### EXERCISE
Copy every line of the records that includes the word "Right".

(Saved entries)

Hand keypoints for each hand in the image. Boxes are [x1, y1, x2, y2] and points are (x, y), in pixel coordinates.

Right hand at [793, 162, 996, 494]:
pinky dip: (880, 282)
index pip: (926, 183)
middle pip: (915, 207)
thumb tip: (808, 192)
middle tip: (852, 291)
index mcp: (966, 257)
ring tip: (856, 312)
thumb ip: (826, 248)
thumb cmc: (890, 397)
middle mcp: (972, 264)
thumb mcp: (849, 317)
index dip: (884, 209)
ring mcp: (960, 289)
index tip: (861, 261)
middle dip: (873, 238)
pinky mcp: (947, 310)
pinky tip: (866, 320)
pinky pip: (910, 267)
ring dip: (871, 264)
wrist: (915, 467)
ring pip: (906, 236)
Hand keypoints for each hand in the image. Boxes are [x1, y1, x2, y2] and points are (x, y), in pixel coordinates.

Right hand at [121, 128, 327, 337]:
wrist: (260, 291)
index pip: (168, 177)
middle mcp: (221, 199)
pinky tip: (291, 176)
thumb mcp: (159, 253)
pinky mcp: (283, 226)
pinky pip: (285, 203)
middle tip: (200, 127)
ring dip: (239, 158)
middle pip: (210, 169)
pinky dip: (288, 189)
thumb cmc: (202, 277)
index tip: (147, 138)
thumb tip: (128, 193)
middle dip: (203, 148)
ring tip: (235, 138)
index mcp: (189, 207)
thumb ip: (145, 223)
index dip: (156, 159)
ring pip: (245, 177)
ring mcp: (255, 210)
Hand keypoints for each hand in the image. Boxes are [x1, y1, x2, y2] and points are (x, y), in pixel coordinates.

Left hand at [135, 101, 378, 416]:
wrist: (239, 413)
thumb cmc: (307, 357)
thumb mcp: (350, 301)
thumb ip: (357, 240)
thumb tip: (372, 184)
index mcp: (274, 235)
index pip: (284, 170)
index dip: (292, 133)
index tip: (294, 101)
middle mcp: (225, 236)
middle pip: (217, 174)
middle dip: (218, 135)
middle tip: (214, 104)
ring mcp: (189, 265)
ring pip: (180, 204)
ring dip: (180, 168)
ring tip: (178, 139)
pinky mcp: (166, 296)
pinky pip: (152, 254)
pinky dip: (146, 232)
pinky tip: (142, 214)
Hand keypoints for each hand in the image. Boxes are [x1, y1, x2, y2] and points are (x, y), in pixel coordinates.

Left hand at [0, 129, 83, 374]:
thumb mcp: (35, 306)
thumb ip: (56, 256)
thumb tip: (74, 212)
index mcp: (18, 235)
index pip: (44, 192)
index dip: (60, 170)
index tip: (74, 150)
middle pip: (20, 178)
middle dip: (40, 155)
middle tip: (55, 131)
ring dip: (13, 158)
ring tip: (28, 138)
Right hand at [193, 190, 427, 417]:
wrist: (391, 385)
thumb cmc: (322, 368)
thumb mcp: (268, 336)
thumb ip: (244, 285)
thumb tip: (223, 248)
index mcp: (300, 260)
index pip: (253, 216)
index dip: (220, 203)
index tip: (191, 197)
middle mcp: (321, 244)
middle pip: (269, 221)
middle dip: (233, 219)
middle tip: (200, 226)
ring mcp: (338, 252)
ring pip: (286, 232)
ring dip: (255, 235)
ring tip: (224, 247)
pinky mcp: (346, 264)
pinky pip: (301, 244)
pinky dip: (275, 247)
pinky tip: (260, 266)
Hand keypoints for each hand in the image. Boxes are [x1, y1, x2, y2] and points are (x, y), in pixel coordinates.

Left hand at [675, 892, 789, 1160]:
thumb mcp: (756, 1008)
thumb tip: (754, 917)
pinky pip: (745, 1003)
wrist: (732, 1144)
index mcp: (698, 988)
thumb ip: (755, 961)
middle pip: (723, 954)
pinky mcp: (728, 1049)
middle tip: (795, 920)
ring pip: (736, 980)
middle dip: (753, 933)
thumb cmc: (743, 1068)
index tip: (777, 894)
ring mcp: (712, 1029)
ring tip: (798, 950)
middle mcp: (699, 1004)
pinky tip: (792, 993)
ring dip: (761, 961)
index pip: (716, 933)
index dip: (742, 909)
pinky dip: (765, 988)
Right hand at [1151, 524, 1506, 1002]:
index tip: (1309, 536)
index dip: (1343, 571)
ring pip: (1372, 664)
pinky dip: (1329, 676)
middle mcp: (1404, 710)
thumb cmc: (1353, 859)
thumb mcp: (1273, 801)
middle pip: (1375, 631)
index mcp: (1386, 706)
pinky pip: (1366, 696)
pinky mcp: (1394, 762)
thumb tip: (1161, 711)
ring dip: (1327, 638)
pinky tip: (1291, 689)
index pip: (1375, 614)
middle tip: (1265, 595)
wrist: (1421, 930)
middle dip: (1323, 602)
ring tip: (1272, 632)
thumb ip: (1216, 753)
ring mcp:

### EXERCISE RESULT
Right hand at [793, 162, 996, 494]:
Right hand at [121, 128, 327, 337]:
Right hand at [193, 190, 427, 417]:
Right hand at [1151, 524, 1506, 1002]:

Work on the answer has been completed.